Would you copy every record exactly as it stands and drop the pictures?

######

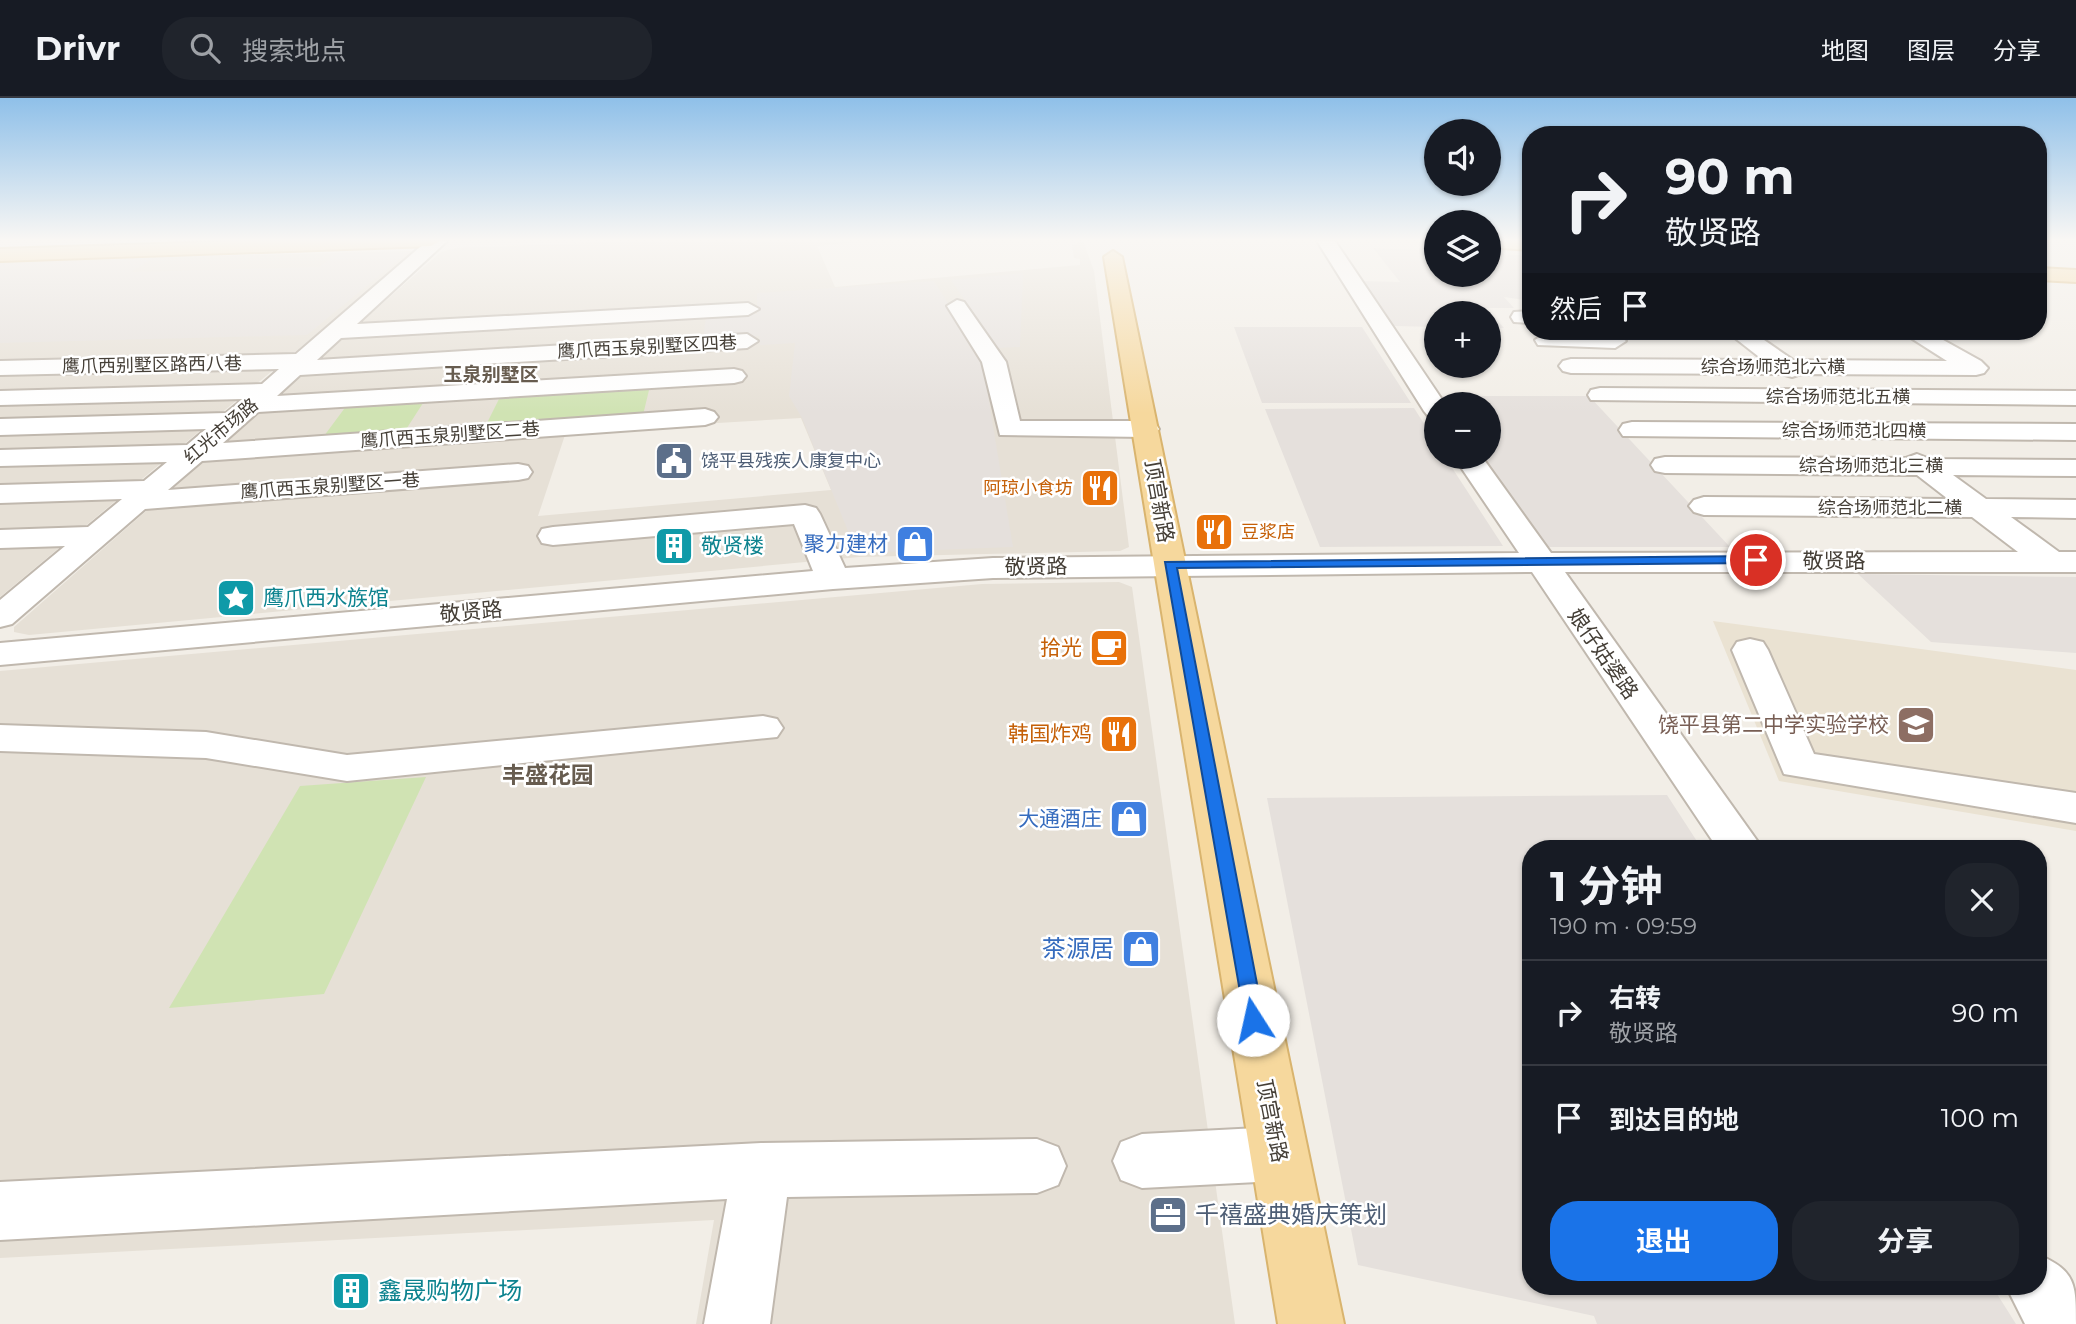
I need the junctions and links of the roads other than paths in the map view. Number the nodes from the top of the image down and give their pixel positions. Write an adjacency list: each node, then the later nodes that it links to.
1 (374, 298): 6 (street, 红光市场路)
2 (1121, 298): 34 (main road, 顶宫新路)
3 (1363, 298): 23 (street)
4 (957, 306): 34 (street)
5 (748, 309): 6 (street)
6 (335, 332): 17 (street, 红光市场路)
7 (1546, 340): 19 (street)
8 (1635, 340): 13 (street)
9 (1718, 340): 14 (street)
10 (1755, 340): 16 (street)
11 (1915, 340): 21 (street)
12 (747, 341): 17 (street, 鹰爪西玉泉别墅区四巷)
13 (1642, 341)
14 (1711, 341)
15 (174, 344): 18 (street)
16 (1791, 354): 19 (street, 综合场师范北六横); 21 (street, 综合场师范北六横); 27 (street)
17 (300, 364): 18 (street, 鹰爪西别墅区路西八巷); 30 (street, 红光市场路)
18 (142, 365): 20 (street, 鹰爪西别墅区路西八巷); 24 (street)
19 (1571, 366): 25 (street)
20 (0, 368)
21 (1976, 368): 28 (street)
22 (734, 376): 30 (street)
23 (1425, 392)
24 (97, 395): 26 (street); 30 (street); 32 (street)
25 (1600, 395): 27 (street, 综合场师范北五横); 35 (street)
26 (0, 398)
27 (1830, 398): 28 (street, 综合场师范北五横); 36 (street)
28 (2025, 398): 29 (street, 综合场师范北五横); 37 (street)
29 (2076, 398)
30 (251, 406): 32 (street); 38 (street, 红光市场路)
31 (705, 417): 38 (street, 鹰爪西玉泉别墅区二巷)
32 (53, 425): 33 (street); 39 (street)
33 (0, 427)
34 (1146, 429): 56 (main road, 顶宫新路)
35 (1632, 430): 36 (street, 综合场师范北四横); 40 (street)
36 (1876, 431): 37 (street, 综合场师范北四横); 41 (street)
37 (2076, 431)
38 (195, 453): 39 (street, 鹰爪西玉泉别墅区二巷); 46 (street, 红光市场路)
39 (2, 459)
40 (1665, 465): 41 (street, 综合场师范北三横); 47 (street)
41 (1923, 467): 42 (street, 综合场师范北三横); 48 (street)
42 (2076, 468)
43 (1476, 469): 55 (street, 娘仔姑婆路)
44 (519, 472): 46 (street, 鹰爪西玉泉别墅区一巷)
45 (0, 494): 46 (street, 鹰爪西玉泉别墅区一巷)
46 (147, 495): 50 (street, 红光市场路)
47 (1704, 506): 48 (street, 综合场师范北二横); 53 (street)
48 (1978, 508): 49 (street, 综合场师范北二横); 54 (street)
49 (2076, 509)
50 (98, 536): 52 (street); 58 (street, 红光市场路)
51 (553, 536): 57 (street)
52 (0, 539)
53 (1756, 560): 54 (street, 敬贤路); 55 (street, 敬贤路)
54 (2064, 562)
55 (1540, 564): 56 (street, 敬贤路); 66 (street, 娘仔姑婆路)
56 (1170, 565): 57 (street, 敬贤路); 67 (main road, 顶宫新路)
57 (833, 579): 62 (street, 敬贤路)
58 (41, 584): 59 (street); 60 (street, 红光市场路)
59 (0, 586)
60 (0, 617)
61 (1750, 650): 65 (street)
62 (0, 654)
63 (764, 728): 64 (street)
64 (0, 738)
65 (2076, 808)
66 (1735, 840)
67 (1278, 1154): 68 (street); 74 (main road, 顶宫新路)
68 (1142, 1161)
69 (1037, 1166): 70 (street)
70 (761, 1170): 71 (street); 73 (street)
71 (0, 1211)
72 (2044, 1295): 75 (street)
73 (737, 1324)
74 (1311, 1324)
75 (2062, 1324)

######

= Response to the exercise =
I need the junctions and links of the roads other than paths in the map view. Number the nodes from the top of the image down and give their pixel positions. Write an adjacency list: each node, then the later nodes that it links to.
1 (374, 298): 6 (street, 红光市场路)
2 (1121, 298): 34 (main road, 顶宫新路)
3 (1363, 298): 23 (street)
4 (957, 306): 34 (street)
5 (748, 309): 6 (street)
6 (335, 332): 17 (street, 红光市场路)
7 (1546, 340): 19 (street)
8 (1635, 340): 13 (street)
9 (1718, 340): 14 (street)
10 (1755, 340): 16 (street)
11 (1915, 340): 21 (street)
12 (747, 341): 17 (street, 鹰爪西玉泉别墅区四巷)
13 (1642, 341)
14 (1711, 341)
15 (174, 344): 18 (street)
16 (1791, 354): 19 (street, 综合场师范北六横); 21 (street, 综合场师范北六横); 27 (street)
17 (300, 364): 18 (street, 鹰爪西别墅区路西八巷); 30 (street, 红光市场路)
18 (142, 365): 20 (street, 鹰爪西别墅区路西八巷); 24 (street)
19 (1571, 366): 25 (street)
20 (0, 368)
21 (1976, 368): 28 (street)
22 (734, 376): 30 (street)
23 (1425, 392)
24 (97, 395): 26 (street); 30 (street); 32 (street)
25 (1600, 395): 27 (street, 综合场师范北五横); 35 (street)
26 (0, 398)
27 (1830, 398): 28 (street, 综合场师范北五横); 36 (street)
28 (2025, 398): 29 (street, 综合场师范北五横); 37 (street)
29 (2076, 398)
30 (251, 406): 32 (street); 38 (street, 红光市场路)
31 (705, 417): 38 (street, 鹰爪西玉泉别墅区二巷)
32 (53, 425): 33 (street); 39 (street)
33 (0, 427)
34 (1146, 429): 56 (main road, 顶宫新路)
35 (1632, 430): 36 (street, 综合场师范北四横); 40 (street)
36 (1876, 431): 37 (street, 综合场师范北四横); 41 (street)
37 (2076, 431)
38 (195, 453): 39 (street, 鹰爪西玉泉别墅区二巷); 46 (street, 红光市场路)
39 (2, 459)
40 (1665, 465): 41 (street, 综合场师范北三横); 47 (street)
41 (1923, 467): 42 (street, 综合场师范北三横); 48 (street)
42 (2076, 468)
43 (1476, 469): 55 (street, 娘仔姑婆路)
44 (519, 472): 46 (street, 鹰爪西玉泉别墅区一巷)
45 (0, 494): 46 (street, 鹰爪西玉泉别墅区一巷)
46 (147, 495): 50 (street, 红光市场路)
47 (1704, 506): 48 (street, 综合场师范北二横); 53 (street)
48 (1978, 508): 49 (street, 综合场师范北二横); 54 (street)
49 (2076, 509)
50 (98, 536): 52 (street); 58 (street, 红光市场路)
51 (553, 536): 57 (street)
52 (0, 539)
53 (1756, 560): 54 (street, 敬贤路); 55 (street, 敬贤路)
54 (2064, 562)
55 (1540, 564): 56 (street, 敬贤路); 66 (street, 娘仔姑婆路)
56 (1170, 565): 57 (street, 敬贤路); 67 (main road, 顶宫新路)
57 (833, 579): 62 (street, 敬贤路)
58 (41, 584): 59 (street); 60 (street, 红光市场路)
59 (0, 586)
60 (0, 617)
61 (1750, 650): 65 (street)
62 (0, 654)
63 (764, 728): 64 (street)
64 (0, 738)
65 (2076, 808)
66 (1735, 840)
67 (1278, 1154): 68 (street); 74 (main road, 顶宫新路)
68 (1142, 1161)
69 (1037, 1166): 70 (street)
70 (761, 1170): 71 (street); 73 (street)
71 (0, 1211)
72 (2044, 1295): 75 (street)
73 (737, 1324)
74 (1311, 1324)
75 (2062, 1324)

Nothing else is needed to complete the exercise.